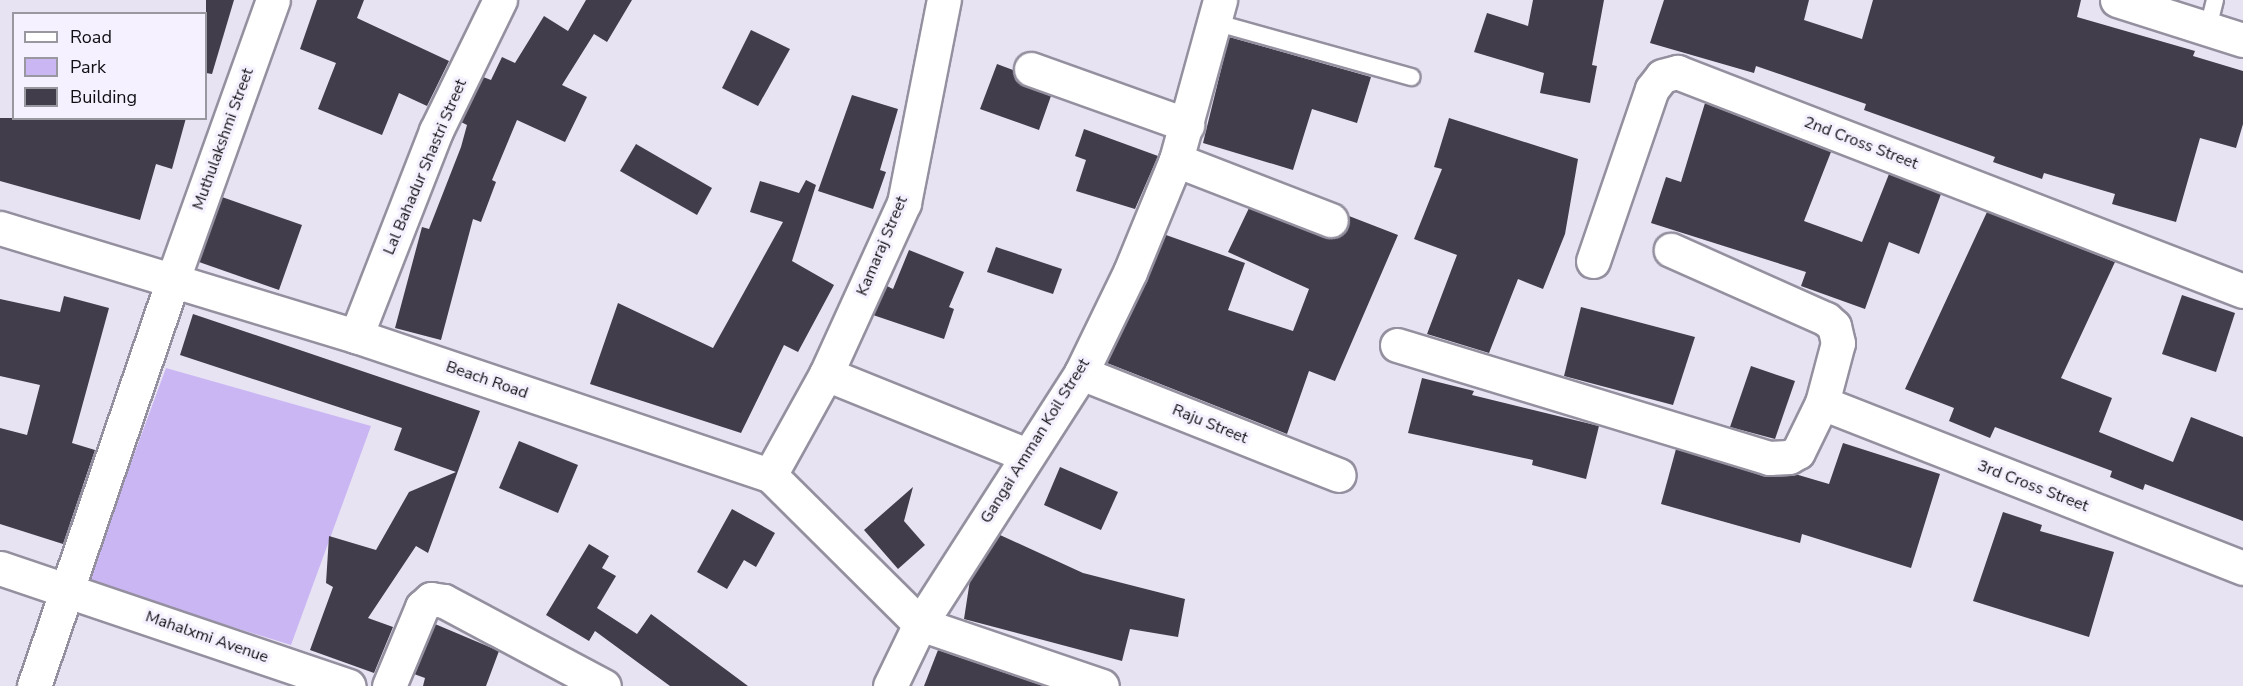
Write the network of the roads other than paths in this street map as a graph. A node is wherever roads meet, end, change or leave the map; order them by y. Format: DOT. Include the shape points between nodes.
graph roads {
  1 [pos="273,0"];
  2 [pos="500,0"];
  3 [pos="944,0"];
  4 [pos="2117,0"];
  5 [pos="1217,11"];
  6 [pos="2211,14"];
  7 [pos="2243,40"];
  8 [pos="1031,69"];
  9 [pos="1411,77"];
  10 [pos="1187,125"];
  11 [pos="1176,160"];
  12 [pos="1331,220"];
  13 [pos="0,228"];
  14 [pos="1671,250"];
  15 [pos="1593,261"];
  16 [pos="172,279"];
  17 [pos="2243,291"];
  18 [pos="356,336"];
  19 [pos="1398,345"];
  20 [pos="1081,373"];
  21 [pos="826,374"];
  22 [pos="1822,403"];
  23 [pos="1026,455"];
  24 [pos="770,475"];
  25 [pos="1339,475"];
  26 [pos="0,568"];
  27 [pos="2243,568"];
  28 [pos="65,588"];
  29 [pos="920,624"];
  30 [pos="34,686"];
  31 [pos="349,686"];
  32 [pos="389,686"];
  33 [pos="604,686"];
  34 [pos="891,686"];
  35 [pos="1102,686"];
  1 -- 16 [label="street, Muthulakshmi Street"];
  2 -- 18 [label="street, Lal Bahadur Shastri Street" via="436,131"];
  3 -- 21 [label="street, Kamaraj Street" via="904,202"];
  4 -- 6 [label="street"];
  5 -- 9 [label="lane"];
  5 -- 10 [label="street, Gangai Amman Koil Street"];
  6 -- 7 [label="street"];
  8 -- 10 [label="street"];
  10 -- 11 [label="street, Gangai Amman Koil Street"];
  11 -- 12 [label="street"];
  11 -- 20 [label="street, Gangai Amman Koil Street" via="1130,272"];
  13 -- 16 [label="street, Beach Road"];
  14 -- 22 [label="street" via="1834,326 1838,343"];
  15 -- 17 [label="street, 2nd Cross Street" via="1652,89 1662,76 1677,72"];
  16 -- 18 [label="street, Beach Road"];
  16 -- 28 [label="street, Muthulakshmi Street"];
  18 -- 24 [label="street, Beach Road"];
  19 -- 22 [label="street" via="1769,458 1789,457 1798,452"];
  20 -- 23 [label="street, Gangai Amman Koil Street"];
  20 -- 25 [label="street, Raju Street"];
  21 -- 23 [label="street"];
  21 -- 24 [label="street, Kamaraj Street"];
  22 -- 27 [label="street, 3rd Cross Street"];
  23 -- 29 [label="street, Gangai Amman Koil Street"];
  24 -- 29 [label="street, Beach Road"];
  26 -- 28 [label="street, Mahalxmi Avenue"];
  28 -- 30 [label="street, Muthulakshmi Street"];
  28 -- 31 [label="street, Mahalxmi Avenue"];
  29 -- 34 [label="street, Gangai Amman Koil Street"];
  29 -- 35 [label="street"];
  32 -- 33 [label="street" via="422,607 430,599 444,601"];
}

──────────

• _Work required_
Look through the preceding entries for the word "Koil". Report how many lines hold it, and only that number.

• _Your solution_
6